(Your goal) Write out every line below that contains "lane".

Saved entries:
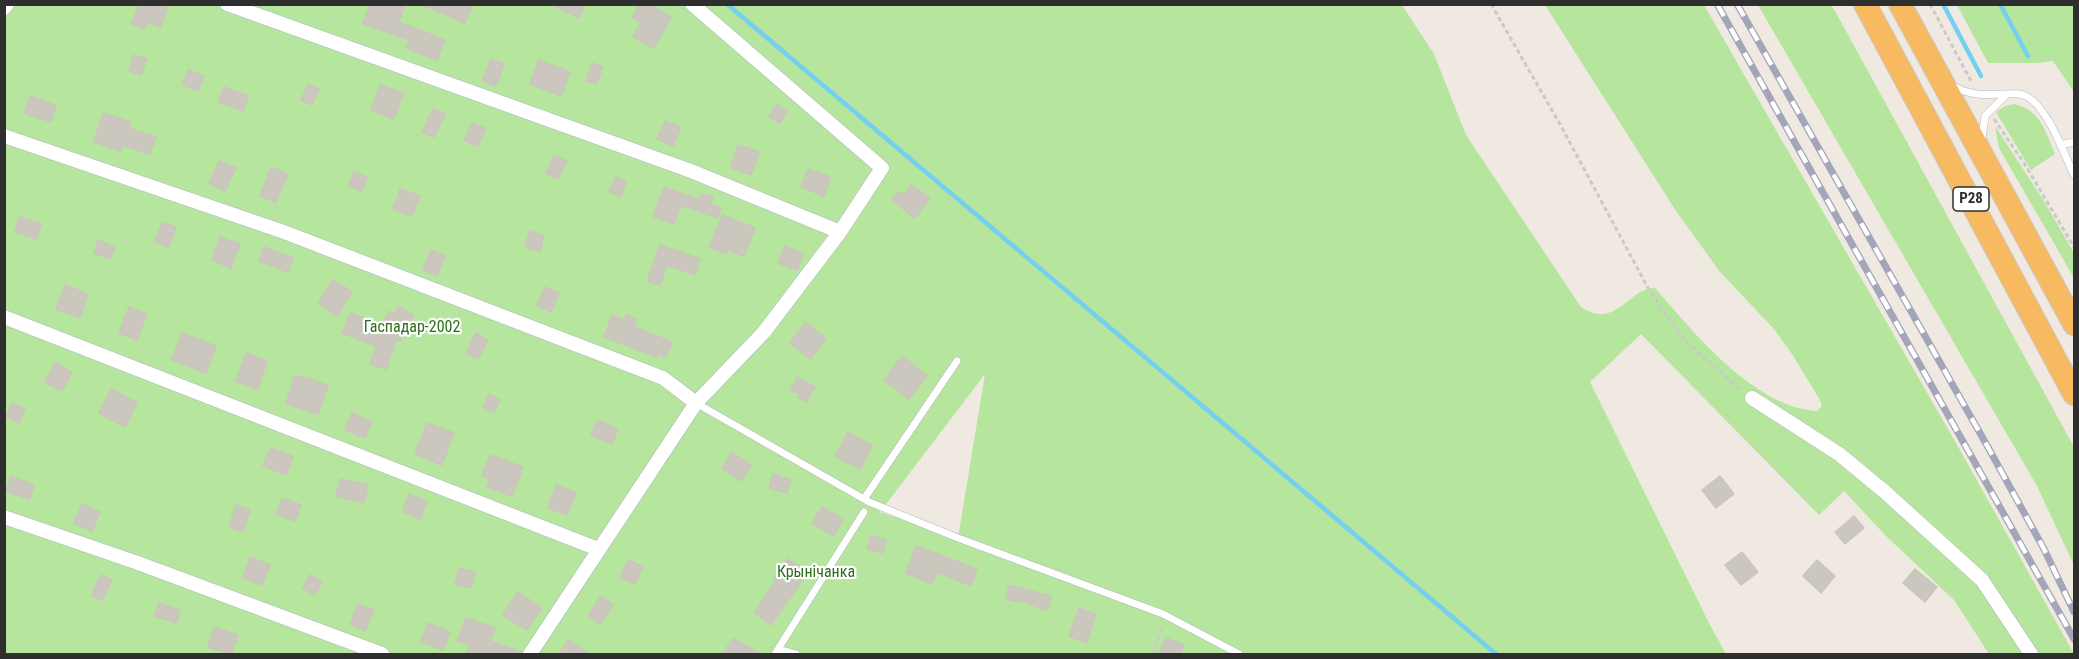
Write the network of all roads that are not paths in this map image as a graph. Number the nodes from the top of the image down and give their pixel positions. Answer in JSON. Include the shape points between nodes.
{"nodes":[{"id":1,"x":227,"y":4,"type":"edge"},
{"id":2,"x":692,"y":4,"type":"edge"},
{"id":3,"x":1865,"y":4,"type":"edge"},
{"id":4,"x":1900,"y":4,"type":"edge"},
{"id":5,"x":1941,"y":79,"type":"junction"},
{"id":6,"x":2007,"y":94,"type":"junction"},
{"id":7,"x":4,"y":136,"type":"edge"},
{"id":8,"x":2074,"y":142,"type":"edge"},
{"id":9,"x":2060,"y":145,"type":"junction"},
{"id":10,"x":1988,"y":165,"type":"junction"},
{"id":11,"x":2074,"y":175,"type":"edge"},
{"id":12,"x":840,"y":232,"type":"junction"},
{"id":13,"x":4,"y":317,"type":"edge"},
{"id":14,"x":2074,"y":324,"type":"edge"},
{"id":15,"x":957,"y":361,"type":"dead end"},
{"id":16,"x":2074,"y":394,"type":"edge"},
{"id":17,"x":1752,"y":398,"type":"road end"},
{"id":18,"x":696,"y":404,"type":"junction"},
{"id":19,"x":864,"y":499,"type":"junction"},
{"id":20,"x":864,"y":512,"type":"dead end"},
{"id":21,"x":4,"y":517,"type":"edge"},
{"id":22,"x":598,"y":549,"type":"junction"},
{"id":23,"x":777,"y":652,"type":"edge"},
{"id":24,"x":382,"y":654,"type":"edge"},
{"id":25,"x":530,"y":654,"type":"edge"},
{"id":26,"x":796,"y":654,"type":"edge"},
{"id":27,"x":1239,"y":654,"type":"edge"},
{"id":28,"x":2031,"y":654,"type":"edge"}],
"edges":[{"from":1,"to":12,"type":"street","via":[[691,171]]},
{"from":2,"to":12,"type":"street","via":[[882,168]]},
{"from":3,"to":16,"type":"highway","number":"Р28"},
{"from":4,"to":5,"type":"highway","number":"Р28"},
{"from":5,"to":6,"type":"lane","via":[[1979,96]]},
{"from":5,"to":10,"type":"highway","number":"Р28"},
{"from":6,"to":9,"type":"lane","via":[[2022,94],[2034,100]]},
{"from":6,"to":10,"type":"lane","via":[[1985,116],[1982,138]]},
{"from":7,"to":18,"type":"street","via":[[284,232],[663,378]]},
{"from":8,"to":9,"type":"lane"},
{"from":9,"to":11,"type":"lane"},
{"from":10,"to":14,"type":"highway","number":"Р28"},
{"from":12,"to":18,"type":"street","via":[[764,332]]},
{"from":13,"to":22,"type":"street"},
{"from":15,"to":19,"type":"lane"},
{"from":17,"to":28,"type":"street","via":[[1839,454],[1982,580]]},
{"from":18,"to":19,"type":"lane"},
{"from":18,"to":22,"type":"street"},
{"from":19,"to":27,"type":"lane","via":[[1165,615]]},
{"from":20,"to":23,"type":"lane"},
{"from":21,"to":24,"type":"street"},
{"from":22,"to":25,"type":"street"},
{"from":23,"to":26,"type":"lane"}]}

(Finished exercise)
{"from":5,"to":6,"type":"lane","via":[[1979,96]]},
{"from":6,"to":9,"type":"lane","via":[[2022,94],[2034,100]]},
{"from":6,"to":10,"type":"lane","via":[[1985,116],[1982,138]]},
{"from":8,"to":9,"type":"lane"},
{"from":9,"to":11,"type":"lane"},
{"from":15,"to":19,"type":"lane"},
{"from":18,"to":19,"type":"lane"},
{"from":19,"to":27,"type":"lane","via":[[1165,615]]},
{"from":20,"to":23,"type":"lane"},
{"from":23,"to":26,"type":"lane"}]}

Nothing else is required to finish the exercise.